На трамвае мы приехали на вокзал и там некоторое время стояли в зале ожидания. Наконец, объявили посадку. Когда мы подошли к вагону, на котором было написано «Днепропетровск-Ленинград» и сели в этот вагон,
я, наконец, поверил в то, что меня действительно везут в Ленинград. До того времени я не очень этому верил, помня, как 8 лет назад Бочковская грозила мне, что после освобождения «ни в каком крупном городе жить мне не разрешат».
Мы, все трое, поместились в купэ. Сестры, перед отъездом получившие инструктаж у начальника спецбольницы, в дороге пытались спрашивать меня о моих планах после освобождения. Однако я сделал вид, что читаю книгу, и в беседу не вступал. Ночью сестры спали поочередно, да и днем никогда не оставляли меня одного.
Через два дня поезд пришел в Ленинград. Сестры сдали меня под расписку в областную психбольницу. Оттуда меня перевели в районную психбольницу на Пряжке. Ничто там меня не волновало, кроме заботы о целости шерстяного белья: я уже мысленно готовился к новому заплыву. Я настоял, чтобы кладовщица записала в квитанции: «шерстяное белье» и не напрасно — подменили бы! Перчатки, которые я не вписал в квитанцию, там у меня украли.
Первое, что меня поразило в вольной психбольнице — это мат, который буквально «висел в воздухе». И мат исходил не от больных, а от персонала. Нередко случалось, что старшая медсестра становилась в одном конце коридора, а другая сестра — в другом конце, и они начинали разговаривать (не ругаться, а именно разговаривать) исключительно матом, да еще таким скверным, какой я и в тюрьмах-то слышал не часто.
Один больной сказал старшей сестре:
— Как вам не стыдно? — и тут же был лишен прогулки. Однако больших прав в вольной больнице сестра не имела. В вольной больнице больных не били, сильных ядохимикатов не давали и кормили на 97 копеек в день.
Заведующая отделением, куда я попал, оказалась порядочной женщиной. Побеседовав со мной, прочитав сопроводительное письмо и взяв анализы, она категорически заявила:
— Вы ничем не больны, кроме воспаления легких, которое заканчивается, и никогда ничем не были больны.
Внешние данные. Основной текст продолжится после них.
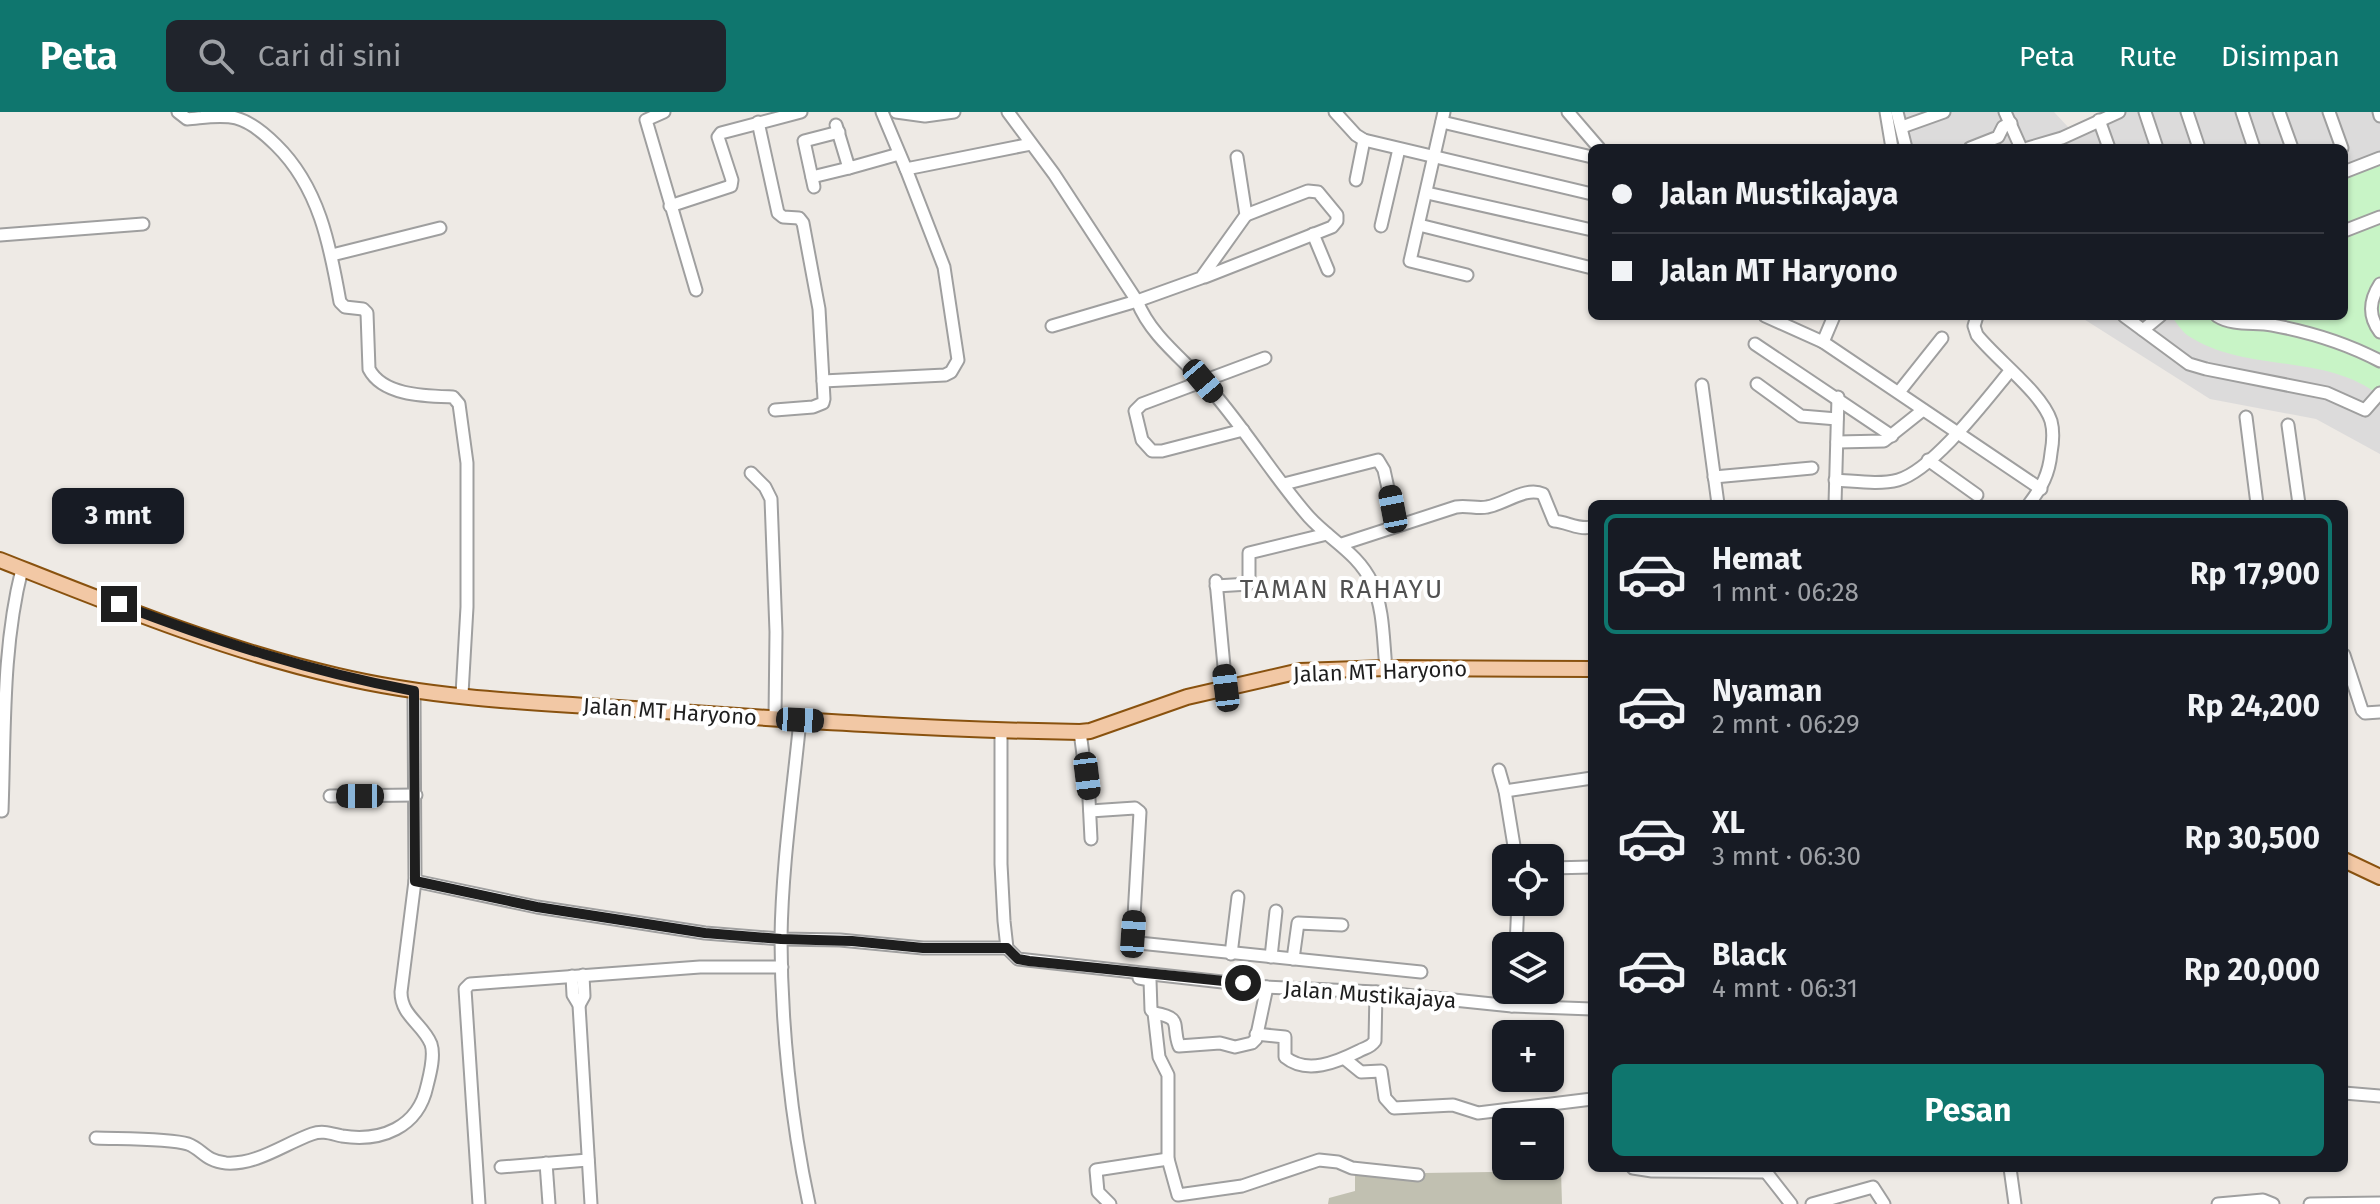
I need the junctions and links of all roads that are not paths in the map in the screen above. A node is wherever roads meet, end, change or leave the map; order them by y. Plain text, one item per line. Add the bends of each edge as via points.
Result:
1 (178, 112) edge
2 (664, 112) edge
3 (801, 112) edge
4 (882, 112) edge
5 (896, 112) edge
6 (954, 112) edge
7 (1008, 112) edge
8 (1335, 112) edge
9 (1568, 112) edge
10 (1886, 112) edge
11 (1897, 112) edge
12 (1944, 112) edge
13 (2119, 112) edge
14 (2145, 112) edge
15 (2187, 112) edge
16 (2242, 112) edge
17 (2279, 112) edge
18 (2329, 112) edge
19 (1931, 114) edge
20 (1443, 117) edge
21 (2099, 120) junction
22 (758, 122) junction
23 (1902, 127) junction
24 (2017, 134) edge
25 (1364, 140) junction
26 (2064, 143) edge
27 (1031, 144) junction
28 (1596, 144) edge
29 (1891, 144) edge
30 (1905, 144) edge
31 (1980, 144) edge
32 (2108, 144) edge
33 (2156, 144) edge
34 (2198, 144) edge
35 (2253, 144) edge
36 (2291, 144) edge
37 (2341, 144) edge
38 (1399, 149) junction
39 (899, 154) junction
40 (1588, 156) edge
41 (1237, 157) dead end
42 (1434, 158) junction
43 (2380, 158) edge
44 (849, 168) junction
45 (906, 169) junction
46 (2348, 171) edge
47 (1356, 180) dead end
48 (1427, 193) junction
49 (1588, 193) edge
50 (670, 206) junction
51 (1246, 215) junction
52 (2380, 217) edge
53 (143, 224) dead end
54 (1419, 225) junction
55 (1381, 226) dead end
56 (440, 228) dead end
57 (1588, 229) edge
58 (2348, 229) edge
59 (1313, 234) junction
60 (0, 235) edge
61 (332, 255) junction
62 (1588, 267) edge
63 (1328, 270) dead end
64 (1467, 275) dead end
65 (1201, 278) junction
66 (2380, 284) edge
67 (696, 290) dead end
68 (1137, 301) junction
69 (1832, 320) edge
70 (1976, 320) edge
71 (2129, 320) edge
72 (2155, 320) edge
73 (2224, 320) edge
74 (1792, 321) edge
75 (1052, 326) dead end
76 (2143, 330) junction
77 (2380, 332) edge
78 (1942, 338) dead end
79 (1823, 342) junction
80 (1755, 344) dead end
81 (1265, 358) dead end
82 (2380, 361) edge
83 (2010, 371) junction
84 (823, 381) junction
85 (1203, 381) junction
86 (1757, 384) dead end
87 (1702, 385) dead end
88 (1899, 392) junction
89 (2380, 393) edge
90 (1838, 397) junction
91 (775, 410) dead end
92 (1923, 410) junction
93 (2246, 417) dead end
94 (1837, 419) junction
95 (2288, 425) dead end
96 (1243, 430) junction
97 (1958, 432) junction
98 (1892, 436) junction
99 (1837, 442) junction
100 (1928, 460) junction
101 (1812, 468) dead end
102 (751, 473) dead end
103 (1714, 477) junction
104 (1835, 480) junction
105 (1284, 484) junction
106 (2041, 489) junction
107 (1977, 495) dead end
108 (1717, 500) edge
109 (1835, 500) edge
110 (2032, 500) edge
111 (2256, 500) edge
112 (2298, 500) edge
113 (1396, 525) junction
114 (1588, 527) edge
115 (1327, 534) junction
116 (1342, 544) junction
117 (0, 560) edge
118 (22, 569) junction
119 (2348, 667) edge
120 (1386, 668) junction
121 (1588, 669) edge
122 (1226, 688) junction
123 (414, 691) junction
124 (462, 694) junction
125 (2380, 712) edge
126 (2, 716) edge
127 (775, 718) junction
128 (800, 720) junction
129 (1001, 730) junction
130 (1080, 732) junction
131 (1499, 770) dead end
132 (1588, 779) edge
133 (1505, 791) junction
134 (416, 795) junction
135 (330, 796) dead end
136 (2, 811) edge
137 (1090, 811) junction
138 (1091, 839) dead end
139 (1514, 844) edge
140 (2348, 864) edge
141 (1588, 867) edge
142 (1564, 868) edge
143 (2380, 877) edge
144 (415, 881) junction
145 (1238, 897) dead end
146 (1276, 911) dead end
147 (1342, 925) dead end
148 (781, 939) junction
149 (1010, 952) junction
150 (1231, 954) junction
151 (1271, 957) junction
152 (1293, 959) junction
153 (782, 967) junction
154 (1421, 972) dead end
155 (578, 976) junction
156 (1267, 987) junction
157 (1376, 992) junction
158 (1512, 1006) joint
159 (1588, 1009) edge
160 (1154, 1013) junction
161 (1256, 1034) junction
162 (1345, 1059) junction
163 (2348, 1093) edge
164 (2380, 1096) edge
165 (1588, 1099) edge
166 (96, 1138) dead end
167 (1168, 1159) junction
168 (588, 1160) junction
169 (546, 1163) junction
170 (501, 1167) dead end
171 (1767, 1172) edge
172 (2011, 1172) edge
173 (1418, 1175) dead end
174 (2380, 1203) edge
175 (479, 1204) edge
176 (549, 1204) edge
177 (591, 1204) edge
178 (809, 1204) edge
179 (1110, 1204) edge
180 (1791, 1204) edge
181 (1812, 1204) edge
182 (1884, 1204) edge
183 (2015, 1204) edge
184 (2218, 1204) edge
185 (2273, 1204) edge
186 (2310, 1204) edge

1 - 61 street via 187,119 239,119 269,137 312,193
2 - 50 street via 646,120
3 - 22 street
4 - 39 street
5 - 6 street
7 - 27 street
8 - 25 street
9 - 28 street
10 - 29 street
11 - 23 street
12 - 19 street
13 - 21 street
14 - 33 street
15 - 34 street
16 - 35 street
17 - 36 street
18 - 37 street
19 - 23 street
20 - 40 street
20 - 42 street
21 - 26 street
21 - 32 street
22 - 50 street via 719,135 732,180 729,188
22 - 84 street via 778,213 803,223 819,309
23 - 30 street
24 - 26 street
24 - 31 street via 2003,127 1998,137
25 - 38 street
25 - 47 street
27 - 45 street
27 - 68 street
38 - 42 street
38 - 55 street
39 - 44 street
39 - 45 street
41 - 51 street
42 - 48 street
42 - 49 street
43 - 46 street
44 - 44 street via 838,129 804,141 813,182
45 - 84 street via 944,267 958,360 945,375
48 - 54 street
48 - 57 street
50 - 67 street
51 - 59 street via 1318,192 1337,221
51 - 65 street
52 - 58 street
53 - 60 street
54 - 62 street
54 - 64 street via 1410,261
56 - 61 street
59 - 63 street
59 - 65 street
61 - 124 street via 342,306 367,313 369,369 376,381 413,395 453,397 462,412 467,463
65 - 68 street
66 - 77 street via 2370,314
68 - 75 street
68 - 85 street via 1155,332
69 - 79 street
70 - 83 street via 1977,335
71 - 76 street
72 - 76 street
73 - 82 street via 2322,336
74 - 79 street
76 - 89 street via 2189,364 2206,369 2327,393 2365,410
78 - 88 street
79 - 88 street
80 - 90 street
81 - 85 street
83 - 97 street
83 - 106 street via 2040,400 2050,419 2050,466
84 - 91 street via 820,405
85 - 96 street
85 - 96 street via 1138,408 1135,416 1145,446 1162,451
86 - 94 street via 1801,416
87 - 103 street
88 - 92 street
90 - 94 street
90 - 98 street
92 - 97 street
92 - 98 street
93 - 111 street
94 - 99 street
95 - 112 street
96 - 105 street
97 - 100 street
97 - 106 street
98 - 99 street via 1884,441
99 - 104 street
100 - 104 street via 1898,480
100 - 107 street
101 - 103 street
102 - 127 street via 771,499
103 - 108 street
104 - 109 street
105 - 113 street via 1378,460
105 - 115 street
106 - 110 street
113 - 114 street via 1471,504 1486,507 1533,491 1543,494 1554,521
113 - 116 street
115 - 116 street
115 - 122 street via 1249,553 1249,583 1216,584
116 - 120 street via 1366,572 1377,596
117 - 118 main road, Jalan MT Haryono
118 - 123 main road, Jalan MT Haryono via 259,654
118 - 126 street via 11,618
119 - 125 street via 2362,710
120 - 121 main road, Jalan MT Haryono
120 - 122 main road, Jalan MT Haryono via 1300,671
122 - 130 main road, Jalan MT Haryono
123 - 124 main road, Jalan MT Haryono
123 - 134 street
124 - 127 main road, Jalan MT Haryono
126 - 136 street
127 - 128 main road, Jalan MT Haryono
128 - 129 main road, Jalan MT Haryono
128 - 148 street
129 - 130 main road, Jalan MT Haryono
129 - 149 street via 1002,893
130 - 137 street
131 - 133 street
132 - 133 street
133 - 139 street
134 - 135 street
134 - 144 street
137 - 138 street
137 - 150 street via 1140,812 1136,942
140 - 143 main road
141 - 142 street
144 - 148 street via 568,913
144 - 166 street via 401,1000 432,1050 424,1099 402,1127 373,1137 315,1133 233,1163 205,1157 190,1144
145 - 150 street
146 - 151 street
147 - 152 street via 1298,923
148 - 149 street
148 - 153 street
149 - 156 street, Jalan Mustikajaya via 1029,961
149 - 160 street via 1027,965 1150,980
150 - 151 street
151 - 152 street
152 - 154 street
153 - 155 street
153 - 178 street via 793,1110
155 - 168 street via 573,995 579,1005
155 - 175 street via 473,983 465,989
156 - 157 street, Jalan Mustikajaya
156 - 161 street
157 - 158 street, Jalan Mustikajaya
157 - 162 street via 1375,1041
158 - 159 street, Jalan Mustikajaya
160 - 161 street via 1175,1021 1179,1046 1244,1046
160 - 167 street via 1159,1057 1168,1075
161 - 162 street via 1285,1037 1285,1057 1291,1062 1322,1065
162 - 165 street via 1361,1072 1381,1071 1385,1098 1394,1108 1453,1105 1478,1113
163 - 164 street
167 - 173 street via 1180,1195 1261,1181 1319,1160
167 - 179 street via 1096,1170 1098,1192
168 - 169 street
168 - 177 street
169 - 170 street
169 - 176 street
171 - 180 street
172 - 183 street
174 - 186 street
181 - 182 street via 1873,1187
184 - 185 street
Однако, она тут же добавила, что хотя лечить меня и не собирается, но выписать тоже не может, так как «суд снял с меня спецлечение, но оставил принудительное лечение». Принудку можно будет снять через Ленинградский суд только через 6 месяцев. А на это время она посоветовала мне пойти чернорабочим на больничную кухню, где повара помогут мне восстановить силы после тюрьмы. (Ее преждевременно уволили на пенсию за доброжелательное отношение ко мне и другим политическим, находившимся в ее отделении).
Узнав о том, что меня освободили из тюрьмы, посмотреть на меня пришел мой сосед по квартире, коммунист Хмиров. Поговорил о том, о сем и вдруг задал вопрос:
— А деньги вам вернули, Юрий Александрович?
— Какие деньги? Ах, да — 50 рублей? Вернули.
— Нет, не 50 рублей. Следователь мне говорил, что у вас нашли 5000 рублей!
— Не было у меня никогда в жизни таких денег!
— А следователь говорил: были! — пожал плечами Хмиров. Под конец визита, Хмиров, заикаясь, сообщил мне:
— Мы вашу комнату… того… в кухню переделали… А ваши вещи в комнате… моль съела. Ну, а стол, стулья, диван мы в домоуправление на хранение сдали.
Я был настолько поражен его словами, что ничего ему не ответил, а он торопливо попрощался и ушел.
Мне сделали комиссию немного раньше срока и сразу направили ходатайство в суд. Ровно через 6 месяцев после моего поступления в вольную больницу суд освободил меня от принудительного лечения. В тот же день меня выписали.